Secara bergantian, tokoh ulama dan ketua umum Ormas Islam, dan MUI, menyampaikan orasi untuk menolak keras Rancangan Undang-undang Haluan Ideologi Pancasila atau RUU HIP mencabut Tap MPRS Nomor XXV Tahun 1966 tentang larangan ajaran komunisme, Marxisme, dan Leninisme.
“Kami datang ke Gedung DPRD Kabupaten Sukabumi, untuk mendesak para wakil rakyat untuk mengawal dan menolak RUU-HIP. Tangkap para inspiratornya, haram bagi kami adanya PKI, ganyang komunis,” lantang Ustad Ece Algifari Ketua GEMPAR Sukabumi Raya.

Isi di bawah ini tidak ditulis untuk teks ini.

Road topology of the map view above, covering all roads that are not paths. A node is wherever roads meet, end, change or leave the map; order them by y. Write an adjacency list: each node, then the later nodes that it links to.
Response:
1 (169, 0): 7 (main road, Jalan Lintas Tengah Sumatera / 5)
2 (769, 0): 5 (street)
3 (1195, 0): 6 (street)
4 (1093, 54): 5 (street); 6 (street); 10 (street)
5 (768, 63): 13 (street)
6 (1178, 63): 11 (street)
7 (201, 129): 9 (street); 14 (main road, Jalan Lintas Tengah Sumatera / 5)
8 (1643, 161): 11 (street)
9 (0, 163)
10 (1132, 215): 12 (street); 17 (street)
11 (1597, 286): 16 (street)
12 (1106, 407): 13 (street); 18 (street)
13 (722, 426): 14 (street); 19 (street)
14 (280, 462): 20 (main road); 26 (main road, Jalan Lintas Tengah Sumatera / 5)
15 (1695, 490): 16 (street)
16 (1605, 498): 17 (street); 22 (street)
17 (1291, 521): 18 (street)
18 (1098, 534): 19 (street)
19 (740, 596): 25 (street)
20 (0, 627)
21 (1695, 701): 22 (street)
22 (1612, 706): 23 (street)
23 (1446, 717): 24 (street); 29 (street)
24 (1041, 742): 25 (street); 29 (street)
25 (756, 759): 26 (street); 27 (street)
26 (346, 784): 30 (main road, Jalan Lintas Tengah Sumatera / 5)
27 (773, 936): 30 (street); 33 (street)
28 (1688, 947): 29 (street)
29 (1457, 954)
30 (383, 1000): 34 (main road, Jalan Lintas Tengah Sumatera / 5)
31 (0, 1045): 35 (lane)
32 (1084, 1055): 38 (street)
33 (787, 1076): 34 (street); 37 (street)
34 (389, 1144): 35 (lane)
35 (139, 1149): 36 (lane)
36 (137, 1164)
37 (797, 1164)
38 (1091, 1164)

Ketum DPP GOIB Sukabumi Raya KH Asep Sirojudin menilai, sejumlah kelompok menuding Rancangan Undang-undang Haluan Ideologi Pancasila atau RUU HIP mencabut Tap MPRS Nomor XXV Tahun 1966 tentang larangan ajaran komunisme, Marxisme, dan Leninisme.
“Atas dasar ini, kelompok yang mengatasnamakan Aliansi Ormas se-Kabupaten Sukabumi menggelar ‘Apel Siaga Ganyang Komunis’ dilanjutkan aksi orasi ke gedung DPRD Kabupaten Sukabumi,” pungkasnya.